*** Available records ***

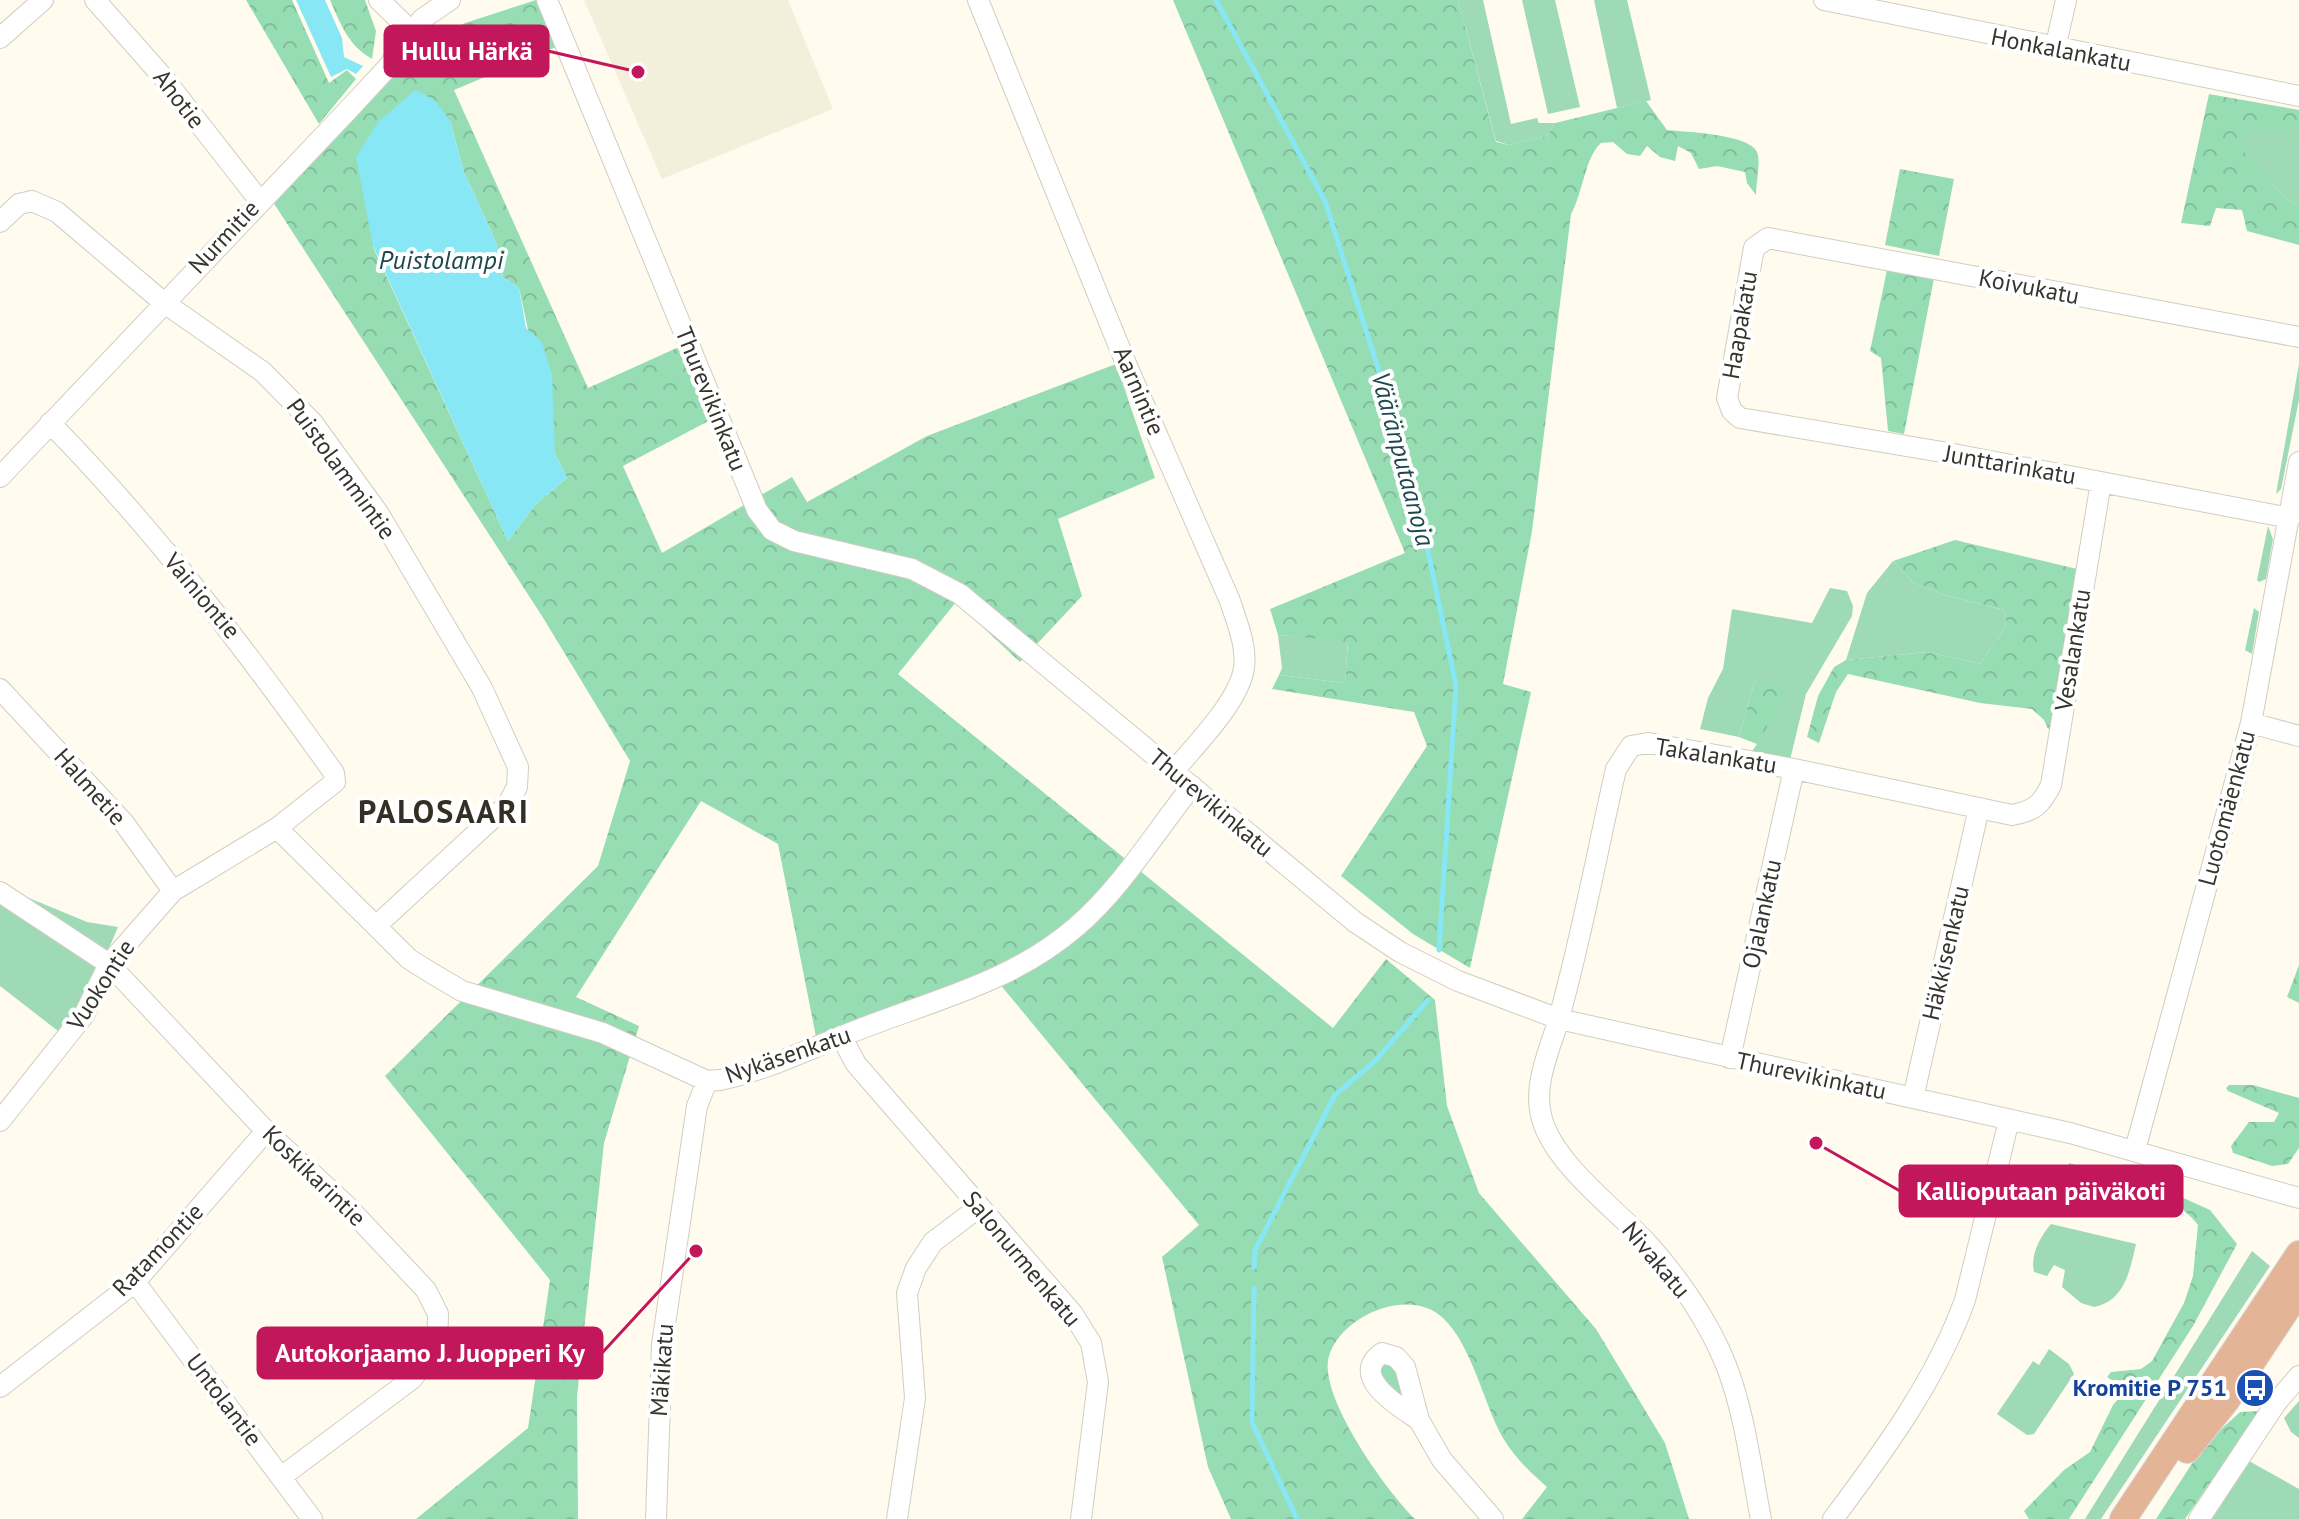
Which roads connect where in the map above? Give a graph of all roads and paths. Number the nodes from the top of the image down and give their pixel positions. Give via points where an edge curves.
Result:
1 (43, 0) edge
2 (95, 0) edge
3 (379, 0) edge
4 (450, 0) edge
5 (547, 0) edge
6 (978, 0) edge
7 (1824, 0) edge
8 (2066, 0) edge
9 (412, 32) junction
10 (0, 38) edge
11 (2055, 49) junction
12 (2299, 96) edge
13 (259, 200) junction
14 (0, 222) edge
15 (1760, 241) joint
16 (163, 302) junction
17 (2299, 337) edge
18 (1732, 411) joint
19 (50, 423) junction
20 (2299, 462) edge
21 (0, 477) edge
22 (2101, 482) junction
23 (2290, 518) junction
24 (0, 689) edge
25 (2251, 723) junction
26 (2299, 736) edge
27 (1794, 769) junction
28 (1174, 771) junction
29 (335, 782) joint
30 (1192, 786) junction
31 (1979, 808) junction
32 (2032, 811) joint
33 (277, 828) junction
34 (173, 891) junction
35 (0, 892) edge
36 (376, 926) junction
37 (109, 964) junction
38 (1559, 1019) junction
39 (841, 1036) junction
40 (1730, 1058) junction
41 (707, 1081) junction
42 (1913, 1098) junction
43 (2009, 1120) junction
44 (0, 1121) edge
45 (266, 1131) junction
46 (2135, 1150) junction
47 (2230, 1176) junction
48 (2299, 1198) edge
49 (978, 1208) junction
50 (2299, 1215) edge
51 (2299, 1254) edge
52 (135, 1282) junction
53 (2299, 1291) edge
54 (2299, 1376) edge
55 (0, 1387) edge
56 (1419, 1420) dead end
57 (281, 1477) junction
58 (2149, 1484) junction
59 (312, 1519) edge
60 (656, 1519) edge
61 (897, 1519) edge
62 (1081, 1519) edge
63 (1493, 1519) edge
64 (1761, 1519) edge
65 (1833, 1519) edge
66 (2123, 1519) edge
67 (2199, 1519) edge

1 - 10 street
2 - 13 street, Ahotie
3 - 9 street
4 - 9 street, Nurmitie
5 - 28 street, Thurevikinkatu via 757,510 772,530 794,541 912,569 960,594
6 - 28 street, Aarnintie via 1242,637 1244,670 1233,696
7 - 11 street, Honkalankatu
8 - 11 street
9 - 13 street, Nurmitie via 388,67
11 - 12 street, Honkalankatu
13 - 16 street, Nurmitie
14 - 16 street, Puistolammintie via 19,204 32,201 57,212
15 - 17 street, Koivukatu via 1785,241
15 - 18 street, Haapakatu via 1754,248 1727,398
16 - 19 street, Nurmitie
16 - 36 street, Puistolammintie via 263,372 313,423 379,514 482,688 518,767 517,787 508,804
18 - 22 street, Junttarinkatu via 1740,418
19 - 21 street, Nurmitie
19 - 29 street, Vainiontie via 232,630 334,773
20 - 23 street, Luotomäenkatu
22 - 23 street, Junttarinkatu
22 - 32 street, Vesalankatu via 2051,785
23 - 25 street, Luotomäenkatu
24 - 34 street, Halmetie via 124,823
25 - 26 street
25 - 46 street, Luotomäenkatu
27 - 31 street, Takalankatu
27 - 38 street, Takalankatu via 1648,743 1631,746 1623,754
27 - 40 street, Ojalankatu
28 - 30 street, Thurevikinkatu
29 - 33 street, Vuokontie
30 - 38 street, Thurevikinkatu via 1355,922 1400,952 1503,1001
30 - 39 street, Nykäsenkatu via 1078,926 1033,959 952,997
31 - 32 street, Takalankatu via 2012,815
31 - 42 street, Häkkisenkatu
33 - 34 street, Vuokontie
33 - 36 street, Nykäsenkatu
34 - 37 street, Vuokontie
35 - 37 street, Koskikarintie
36 - 41 street, Nykäsenkatu via 409,959 462,991 603,1033
37 - 44 street, Vuokontie via 84,1015
37 - 45 street, Koskikarintie
38 - 40 street, Thurevikinkatu
38 - 64 street, Nivakatu via 1539,1093 1542,1119 1555,1145 1648,1244 1693,1304 1726,1364
39 - 41 street, Nykäsenkatu via 748,1074
39 - 49 street, Salonurmenkatu via 856,1064
40 - 42 street, Thurevikinkatu
41 - 60 street, Mäkikatu via 697,1106 662,1345
42 - 43 street, Thurevikinkatu
43 - 46 street, Thurevikinkatu
43 - 65 street via 1955,1328 1917,1400
45 - 52 street, Ratamontie
45 - 57 street, Koskikarintie via 366,1226 426,1290 438,1314 437,1347 412,1379
46 - 47 street, Thurevikinkatu
47 - 48 street, Thurevikinkatu
47 - 50 street, Thurevikinkatu via 2272,1194
49 - 61 street via 933,1242 907,1293 915,1398
49 - 62 street, Salonurmenkatu via 1073,1314 1091,1343 1098,1382
51 - 58 main road
52 - 55 street, Ratamontie
52 - 57 street, Untolantie
53 - 58 main road via 2226,1401 2185,1453
54 - 67 street
56 - 63 street via 1442,1460
57 - 59 street, Untolantie
58 - 66 main road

*** End of Available records ***

**Your goal**: What is the number of lines in the records that contain "Thurevikinkatu"? State that number alone.

**Task response**: 10